LITTLE ROCK, Ark. (Arkansas Game and Fish Commission) –Temperatures hovering in the triple digits may have you yearning for a day on the water. Whether you’re catching some deep brush pile crappie, catching big river catfish or just catching some rays on a pleasure boat, it’s important to keep in mind that too much of a good thing can be damaging to your health.
Overexposure to the sun and indulging in too many alcoholic beverages top the list of dangers that can turn an otherwise relaxing trip to the lake into a nightmare. Each year, wildlife officers and other first responders are called to boat ramps and banks throughout the state in response to someone who’s had a little too much of either.
Most people remember running around during the heat of summer in a bathing suit or T-shirt and shorts enjoying that “healthy tan” as a side effect of a day on the lake. Now, we know better. Not only can too much sun cause a nasty sunburn, but it can cause long-term damage to the skin and even skin cancer. Here are a few tips from Capt. Tod Johnson who works in the AGFC’s Hot Springs Regional Office and spends more than his fair share of days on the water.
We all scream for sunscreen
The most obvious thing anglers and boaters can do is to remember the sunscreen. Don’t settle for suntan lotion or suntan oils if you plan to be out for more than an hour, as well.
“There are plenty of sunscreen options, with different scents and gimmicks, but the main thing to pay attention to is the sun protection factor,” Johnson said. “The higher the SPF number.”
A sunscreen’s rating doesn’t stand for the number of minutes it’s good for, instead it indicates the amount of UV radiation the liquid shields the skin from. An SPF of 30 allows 1/30th of the sun’s radiation through, meaning it would take 30 times longer to receive the same effects as unprotected skin, but that’s only if it stayed on. Even water-resistant sunscreens will only last for a couple of hours before they begin to deteriorate from moisture, be it lakewater or perspiration.
“It’s just good practice to reapply every couple of hours,” Johnson said.
Bring your own shade
One easy way to beat the blisters is to stay in the shadows. On some rivers and lakes, there may be plenty of trees overhanging the shore to offer some shelter, but if you know you’re going to be fishing or boating out in the open, invest in a sunbrella.
“I see a lot more boats out there with canopies or tops nowadays,” Johnson said. “Even the bass boats we patrol in all day have retractable canopies to block the sun. Not only does it help with exposure, it feels a little cooler than if you’re just sitting in the sunlight.”
Dress for the occasion
A tank top or T-shirt may have been common years ago, but many anglers you see today cover up a bit more.
“We see a lot of fishermen wearing thin, long-sleeved shirts made of UV-protective materials.” Johnson said. “Some die-hard anglers have even adopted wearing lightweight facemasks and gloves to prevent too much exposure to the sun.”
Johnson says people wanting to cover up should pay attention to the UV protection rating of the clothes they choose for days on the water.

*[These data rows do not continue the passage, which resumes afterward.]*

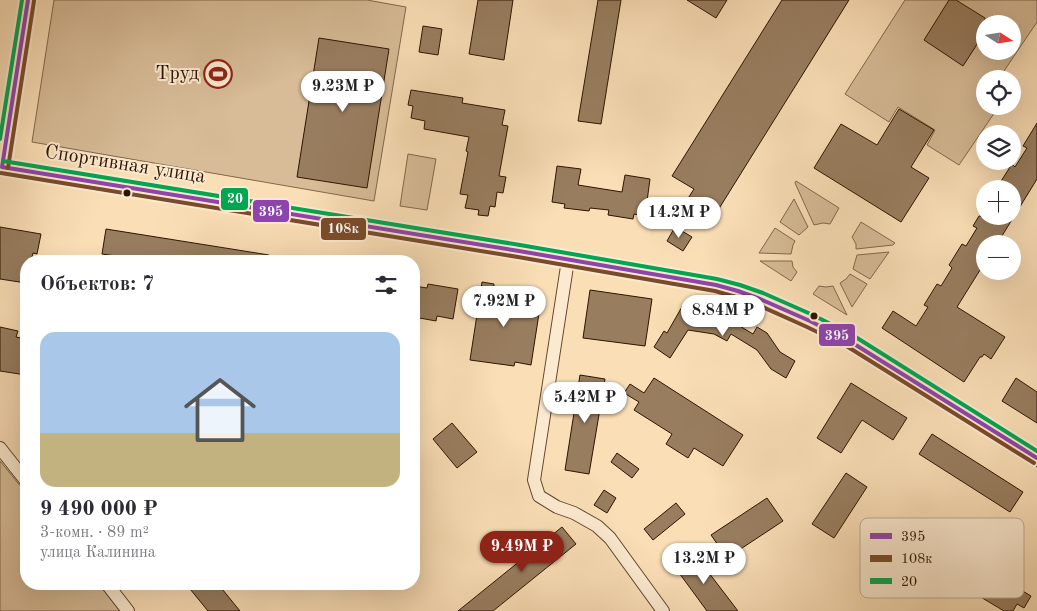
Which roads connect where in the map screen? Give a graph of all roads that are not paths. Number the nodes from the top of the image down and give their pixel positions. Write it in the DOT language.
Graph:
graph roads {
  1 [pos="28,0"];
  2 [pos="1,167"];
  3 [pos="568,260"];
  4 [pos="0,448"];
  5 [pos="1037,458"];
  6 [pos="20,473"];
  7 [pos="112,590"];
  8 [pos="128,611"];
  9 [pos="663,611"];
  1 -- 2 [label="main road"];
  2 -- 3 [label="main road, Спортивная улица"];
  3 -- 5 [label="main road, Спортивная улица"];
  3 -- 9 [label="street"];
  4 -- 6 [label="street"];
  7 -- 8 [label="street"];
}
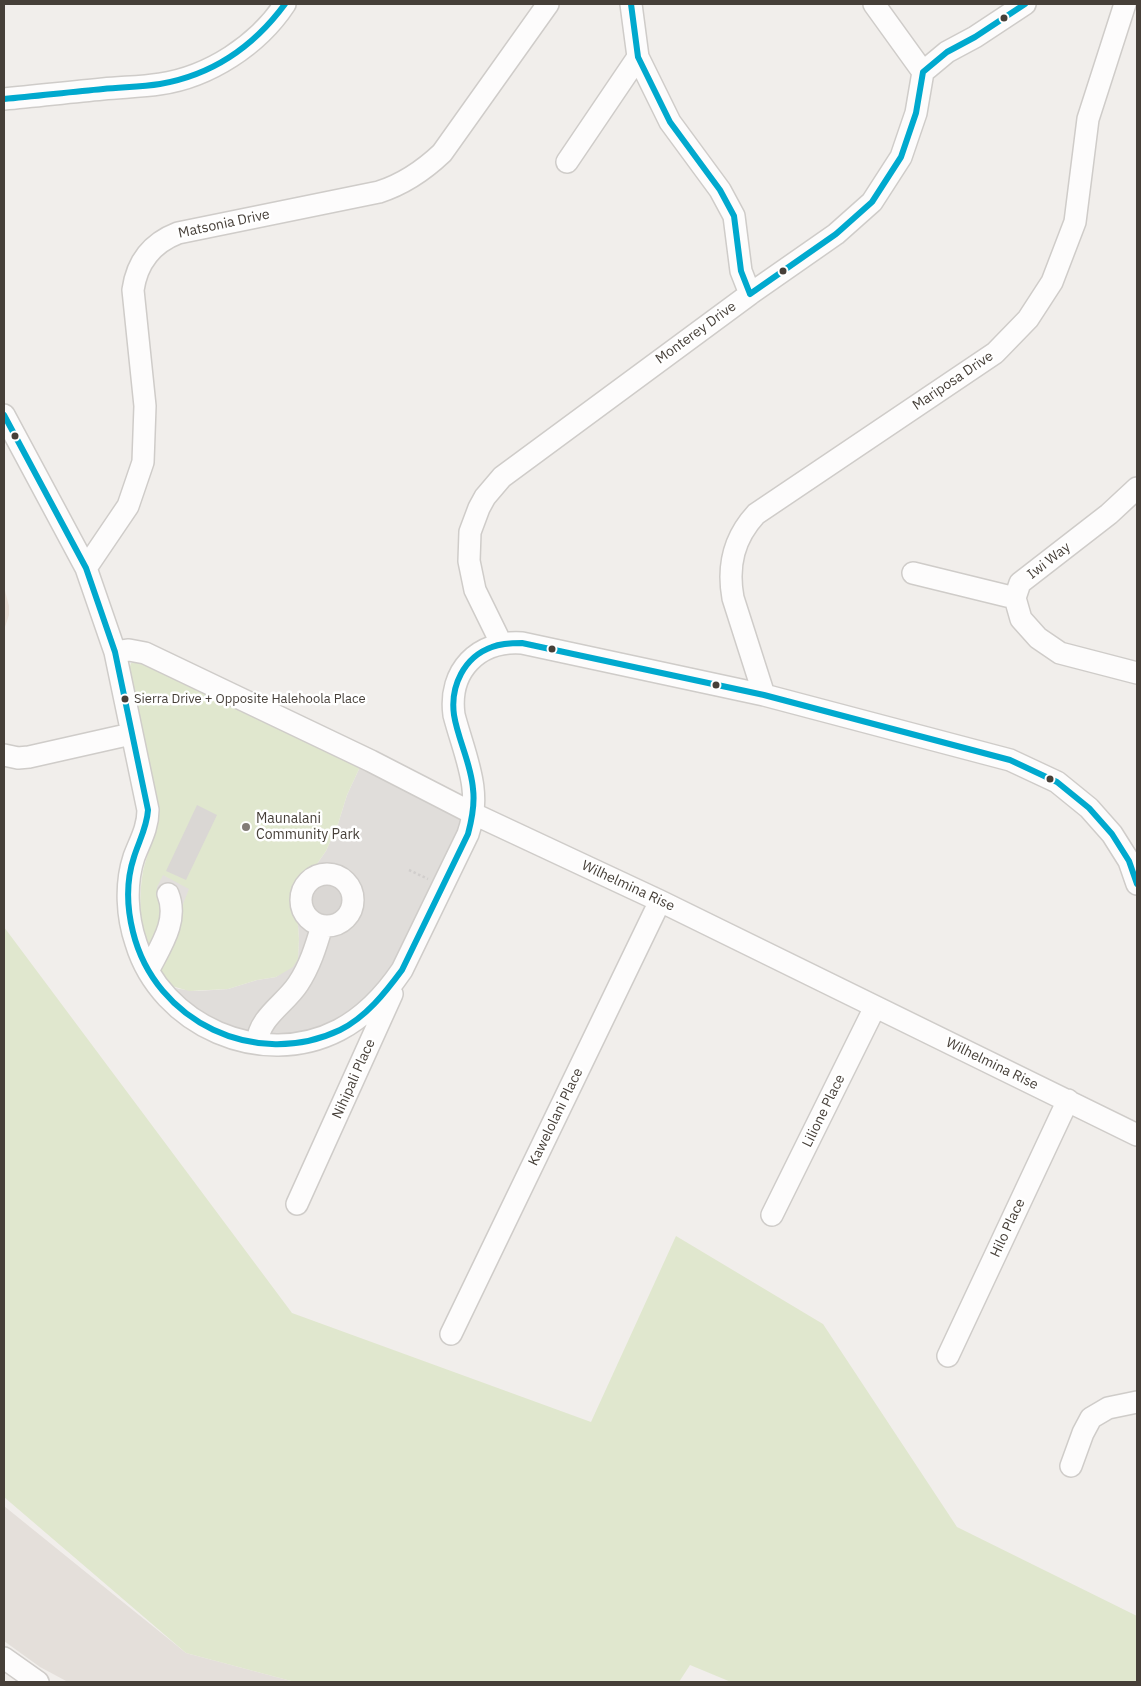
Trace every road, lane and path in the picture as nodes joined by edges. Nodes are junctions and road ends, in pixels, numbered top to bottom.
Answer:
1 (285, 4) edge
2 (548, 4) edge
3 (631, 4) edge
4 (874, 4) edge
5 (1125, 4) edge
6 (1015, 8) edge
7 (638, 56) junction
8 (923, 72) junction
9 (4, 99) edge
10 (567, 162) dead end
11 (750, 294) junction
12 (4, 415) edge
13 (1137, 488) edge
14 (86, 568) junction
15 (912, 573) dead end
16 (1015, 598) junction
17 (501, 643) junction
18 (115, 652) junction
19 (1137, 672) edge
20 (764, 695) junction
21 (131, 734) junction
22 (4, 755) edge
23 (474, 814) junction
24 (409, 870) dead end
25 (433, 881) dead end
26 (1137, 884) edge
27 (168, 894) dead end
28 (660, 901) junction
29 (322, 926) dead end
30 (410, 954) junction
31 (148, 971) junction
32 (875, 1007) junction
33 (257, 1043) junction
34 (1068, 1100) junction
35 (1137, 1135) edge
36 (298, 1204) dead end
37 (772, 1215) dead end
38 (451, 1334) dead end
39 (948, 1356) dead end
40 (1137, 1402) edge
41 (1071, 1466) dead end
42 (4, 1658) edge
43 (38, 1682) edge

1 - 9 street
2 - 14 street, Matsonia Drive
3 - 7 street
4 - 8 street
5 - 20 street, Mariposa Drive
6 - 8 street
7 - 10 street
7 - 11 street
8 - 11 street, Monterey Drive
11 - 17 street, Monterey Drive
12 - 14 street
13 - 16 street, Iwi Way
14 - 18 street
15 - 16 street
16 - 19 street
17 - 20 street
17 - 23 street
18 - 21 street
18 - 23 street, Wilhelmina Rise
20 - 26 street
21 - 22 street
21 - 31 street
23 - 28 street, Wilhelmina Rise
23 - 30 street
24 - 25 path
27 - 31 street
28 - 32 street, Wilhelmina Rise
28 - 38 street, Kawelolani Place
29 - 33 street
30 - 33 street
30 - 36 street, Nihipali Place
31 - 33 street
32 - 34 street, Wilhelmina Rise
32 - 37 street, Lilione Place
34 - 35 street, Wilhelmina Rise
34 - 39 street, Hilo Place
40 - 41 street
42 - 43 street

“A plain cotton shirt doesn’t block all the UV rays, but new materials that do protect you are lightweight and comfortable enough to wear all day,” Johnson said.
Dodge high noon
Anglers can beat the heat and the sunburn if they simply avoid those hours when the sun is beating down from straight overhead. Summer fishing often is best during the first few hours of daylight and dusk, leaving a lot of time to bake in the sun between. Instead of slogging through a sweaty day on the water, get to the lake early and catch up on some naptime on shore once the sun is high. If you’re not an early bird, head out an hour or so before sunset and enjoy that end of the fishing day. Just be sure your navigation lights work properly so you can make your way back to the ramp safely if the fishing picks up and you stay out a bit later than planned.
Hydrate with real water
Sun not only stings the skin, but it saps your body of moisture, which can cause dehydration. Sugary or carbonated drinks can magnify the drying effect of the exposure to UV rays. It’s always smart to have some extra drinking water nearby and remember to take an occasional drink, even if you don’t feel all that thirsty.
“Alcohol isn’t something to rehydrate with, either,” Johnson said. “A lot of people may think a cold beer or alcoholic beverage will work, but alcohol actually reduces the amount of water that gets into their cells.”
Aside from contributing to dehydration, alcohol impairs judgment and can cause very dangerous situations for boaters and their passengers. The effects of alcohol are more potent when out in the summer heat because of natural stress factors like the sun, wind and waves rocking of the boat.
“A person who might have a drink or two at home and not feel anything may discover that same amount of alcohol really impairs their response time, balance and judgment when they combine it with the common surroundings of summer boating.”
This summer, be safe. Take the simple steps that could save your life. Summer heat and alcohol are such mundane things that their dangers are easily overlooked. Bring plenty of water, wear sunscreen or protective clothing and pay attention to what your body is telling you. If you decide to drink, be aware of the added effects of the sun and don’t operate the boat. A designated driver is just as important on a boat as he or she is in a car.